Inna Markovich, a rebbitzin in the Ukrainian capital of Kiev, wrote me last night as follows:

"Shalom Sivan. My husband had been an Israeli Air Force pilot for 12 years when we decided to go as Chabad emissaries to Kiev with our seven children. Today my husband is the chief rabbi of Kiev, and we have been on this mission for 21 years. We had a flourishing community here until the first whiff of war was in the air a month ago. Since then, most of the prosperous residents of Kiev have left the country. Those who remain are mainly the elderly (pensioners in Ukraine receive seventy dollars a month), the sick, Holocaust survivors, and average hardworking people. We are distributing more and more hot meals and food baskets. We are also responsible for a school and several kindergartens, including a kindergarten for autistic children, the first of its kind in Ukraine.

In such a situation, we could not just leave everything and return to Israel. We decided to stay and not to abandon those in need. This morning, when the bombardment started, the Jews began to congregate in our community center. There are no bomb shelters in Kiev and no directives on how to proceed in emergency situations.

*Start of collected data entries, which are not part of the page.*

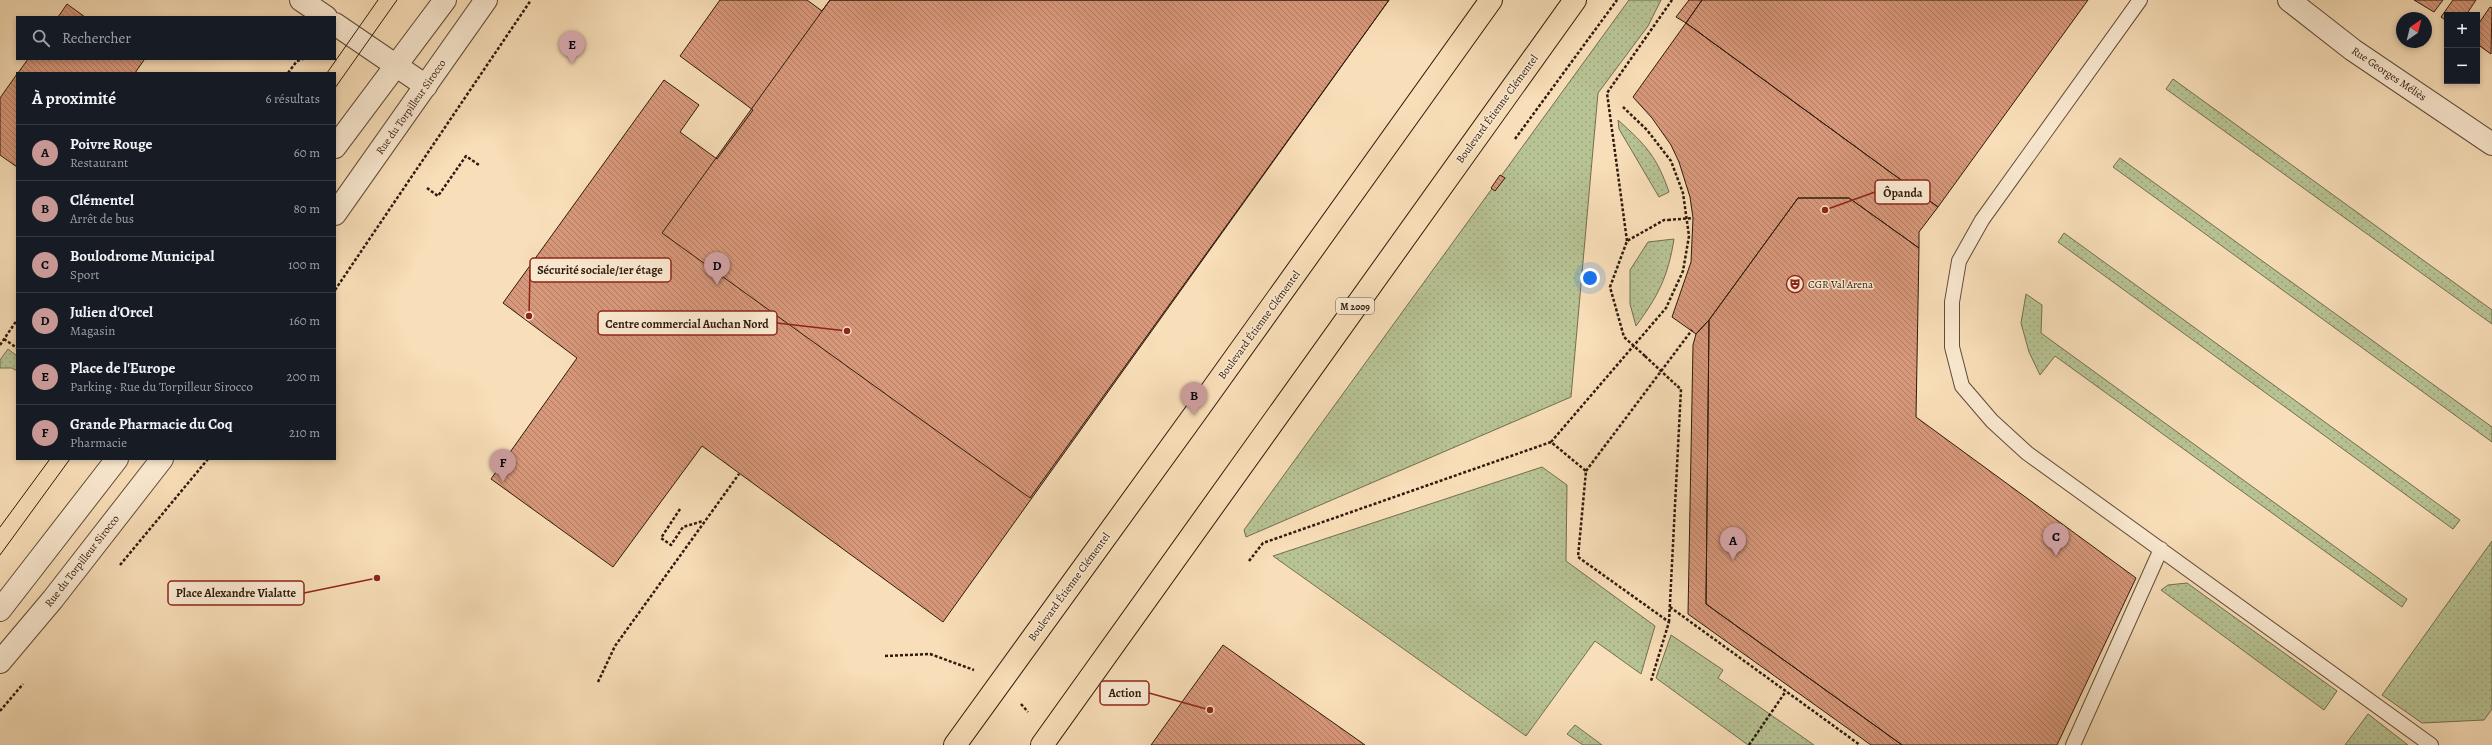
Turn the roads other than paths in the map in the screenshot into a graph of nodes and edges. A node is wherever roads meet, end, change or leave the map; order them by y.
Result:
1 (301, 0) edge
2 (445, 0) edge
3 (486, 0) edge
4 (1491, 0) edge
5 (1575, 0) edge
6 (2140, 0) edge
7 (2289, 0) edge
8 (325, 16) edge
9 (336, 25) edge
10 (395, 65) junction
11 (426, 86) junction
12 (2492, 144) edge
13 (336, 146) edge
14 (336, 213) edge
15 (115, 460) edge
16 (161, 460) edge
17 (2161, 549) junction
18 (0, 610) edge
19 (0, 662) edge
20 (954, 745) edge
21 (1042, 745) edge
22 (2073, 745) edge
23 (2431, 745) edge

1 - 8 street
2 - 10 street
3 - 11 street, Rue du Torpilleur Sirocco
4 - 20 main road, Boulevard Étienne Clémentel
5 - 21 main road, Boulevard Étienne Clémentel / M 2009
6 - 17 lane
7 - 12 street, Rue Georges Méliès
9 - 10 street
10 - 11 street
10 - 13 street
11 - 14 street, Rue du Torpilleur Sirocco
15 - 18 street
16 - 19 street, Rue du Torpilleur Sirocco
17 - 22 lane
17 - 23 lane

Meanwhile, we have enough mattresses and food in storage to take care of everyone, but we do not know how long these supplies will be sufficient. We have had to hire armed guards because of the possibility of robbery and looting since there are simply no police. We have embarked on a fund-raising campaign for the first time. As the sirens and explosions are heard, we are trying to encourage and take care of all those who continue to stream into the community center.

In a little while, Shabbat will arrive. We did not anticipate welcoming 'Shabbat Mevarchim,' on which we bless the new month of Adar Beit, in this manner. For 'when Adar enters, joy increases.' As we know, there is special power in those moments when Shabbat candles are lit. I would ask every woman reading these words to remember us in her prayers. Shabbat shalom from Kiev."